荜茇宁对急性胰腺炎大鼠干扰素-γ及硫氧还蛋白过氧化物酶-4基因的表达影响

Effect of piperlonguminine on expression of peroxiredoxin-4 gene in rats with acute pancreatitis

目的:探讨荜茇宁对胰腺组织硫氧还蛋白过氧化物酶-4(peroxiredoxin-4,Prdx-4)及炎症介质干扰素-γ(interferon-γ,IFN-γ)表达的影响机制.方法:30只SD大鼠按数字表法随机分成假手术(S)组,模型[重症急性胰腺炎(severe acute pancreatitis,SAP)]组,荜茇宁(P)组,每组10只.采用逆行胰胆管注射5%的牛黄胆酸钠(0.1mL/100 g)建立SAP模型,SO组以生理盐水代替牛黄胆酸钠,P组于建模后立即将荜茇宁注入大鼠腹腔(5 mg/kg),12h后处死大鼠留取标本,大鼠胰腺组织干燥箱烤至恒重后检测干湿比、荧光定量PCR检测Prdx-4mRNA表达、HE染色观察病理学变化、紫外分光光度计检测血清淀粉酶(amylase,AMS)及ELISA法检测血清IFN-γ变化.结果:3组大鼠胰腺组织干湿比、血清AMS和IFN-γ浓度及胰腺组织Prdx-4 mRNA相对表达量比较,SO组和P组均比SAP组明显降低,但P组比SO组增高,差异均具有统计学意义(P<0.05);病理评分P组比SAP组(3.86分±1.24分vs 8.24分±1.67分,P<0.05)降低,但较SO组高(P<0.05).结论:荜茇宁可降低SAP大鼠血清AMS和IFN-γ水平及下调胰腺组织中Prdx-4 mRNA表达量,改善胰腺病理损伤,推测荜茇宁可能通过抗炎作用改善SAP病情.

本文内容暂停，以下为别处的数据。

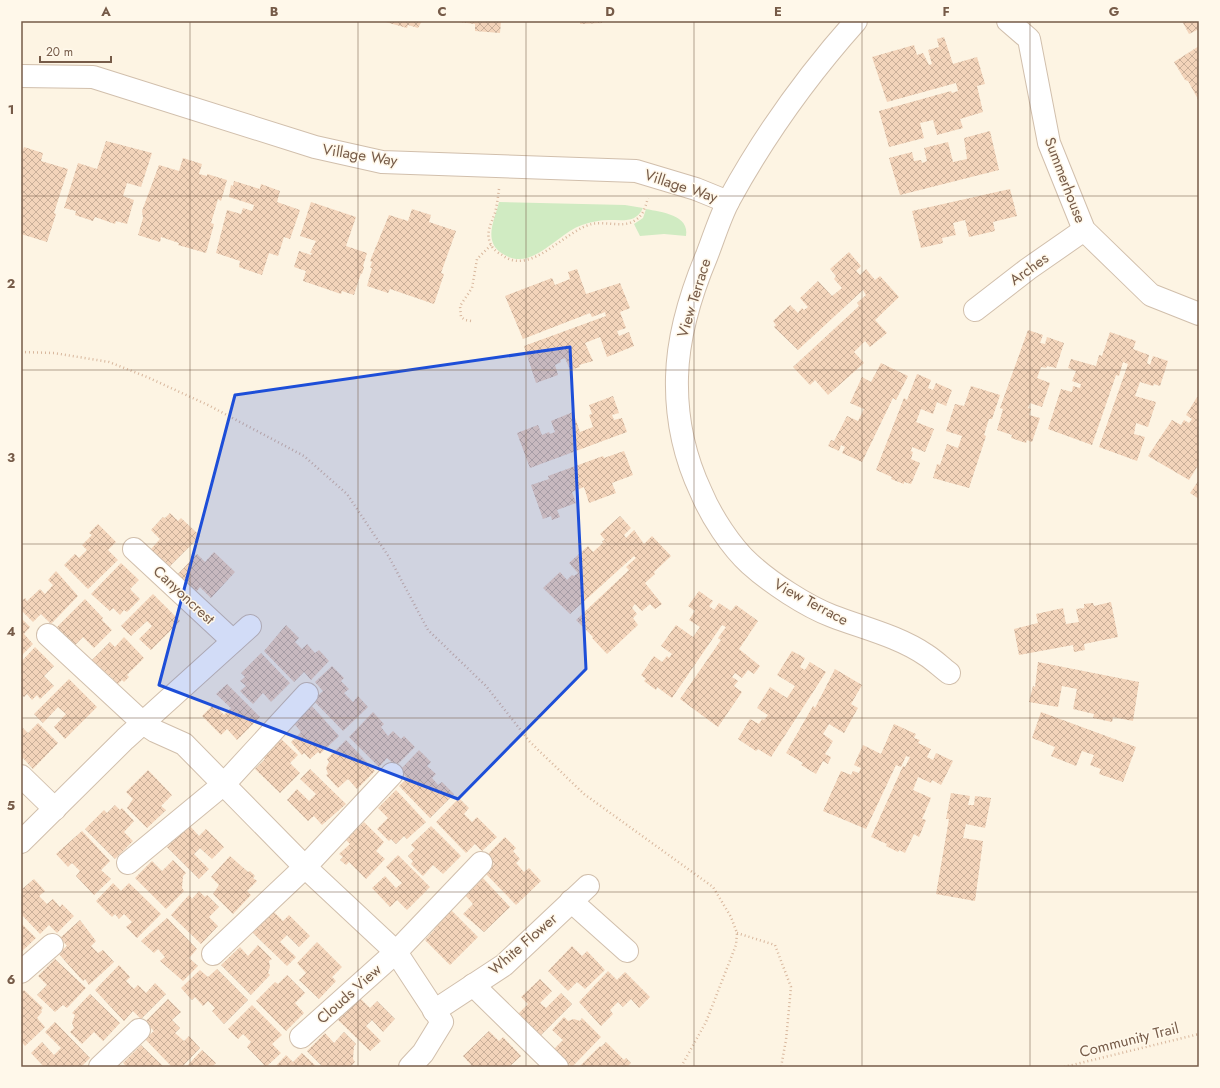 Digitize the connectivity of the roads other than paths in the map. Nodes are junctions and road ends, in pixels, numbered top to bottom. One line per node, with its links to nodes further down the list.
1 (856, 21): 4 (street, View Terrace)
2 (1008, 21): 5 (street, Summerhouse)
3 (21, 76): 4 (street, Village Way)
4 (728, 202): 12 (street, View Terrace)
5 (1084, 230): 6 (street, Arches); 7 (street, Summerhouse)
6 (975, 310)
7 (1199, 314)
8 (134, 549): 11 (street, Canyoncrest)
9 (250, 626): 11 (street)
10 (48, 635): 14 (street)
11 (234, 641): 14 (street)
12 (949, 673)
13 (307, 694): 17 (street)
14 (143, 723): 17 (street, Clouds View); 18 (street)
15 (392, 774): 22 (street)
16 (21, 776): 18 (street)
17 (225, 783): 20 (street); 22 (street, Clouds View)
18 (55, 809): 19 (street)
19 (21, 842)
20 (128, 863)
21 (481, 863): 27 (street, Clouds View)
22 (305, 867): 27 (street, Clouds View); 28 (street)
23 (588, 886): 24 (street, White Flower)
24 (571, 901): 26 (street, White Flower); 30 (street, White Flower)
25 (52, 945): 29 (street)
26 (627, 951)
27 (396, 952): 31 (street, Clouds View); 33 (street, Clouds View)
28 (213, 954)
29 (21, 972)
30 (473, 985): 31 (street, White Flower); 36 (street, White Flower)
31 (438, 1017): 35 (street, White Flower)
32 (139, 1030): 34 (street)
33 (302, 1037)
34 (100, 1067)
35 (410, 1067)
36 (557, 1067)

AIM： To observe the effect of piperlonguminine on the expression of peroxidoxin-4 （Prdx-4） in pancreatic tissue and serum levels of inflammatory mediators.METHODS： Thirty SD rats were randomly divided into a sham operated group （SOgroup）, an SAP group and a piperlonguminine group （P group） with 10 rats in each group. A rat acute pancreatitis model was established by retrograde injection of 5% sodium tauroeholate （0.1 mL/100 g） into the biliopancreatic duct. Sodium tauroeholate was replaced with saline in the SO group. Piperlonguminine （5 mg/kg） was injected intraperitoneally in the P group after model development. The rats were sacrificed 12 h after operation, and pancreatic tissue samples were taken to detect the tissue wet/dry ratio, the expression level of Prdx-4 mRNA and histopathological changes. Serum levels of amylase （AMS） and interferon-γ（IFN-γ） were also measured. RESULTS： The wet/dry ratio, AMS, IFN-γ and Prdx-4 mRNA in the SO group were significantly lower than those in the SAP group, but these indexes in the P group were significantly higher than those in the SO group （P 〈 0.05）. The pancreatic histopathologic score in the P group was lower than that of the SAP group （3.86 ± 1.24 vs 8.24 ± 1.67, P 〈 0.05）, but higher than that of the SO group （P 〈 0.05）. CONCLUSION： Piperlonguminine can not only reduce the levels of AMS, IFN-γ and Prdx-4 mRNA but also improve pancreatic pathological damage. Piperlonguminine alleviates pancreatitis via an anti-inflammatory effect.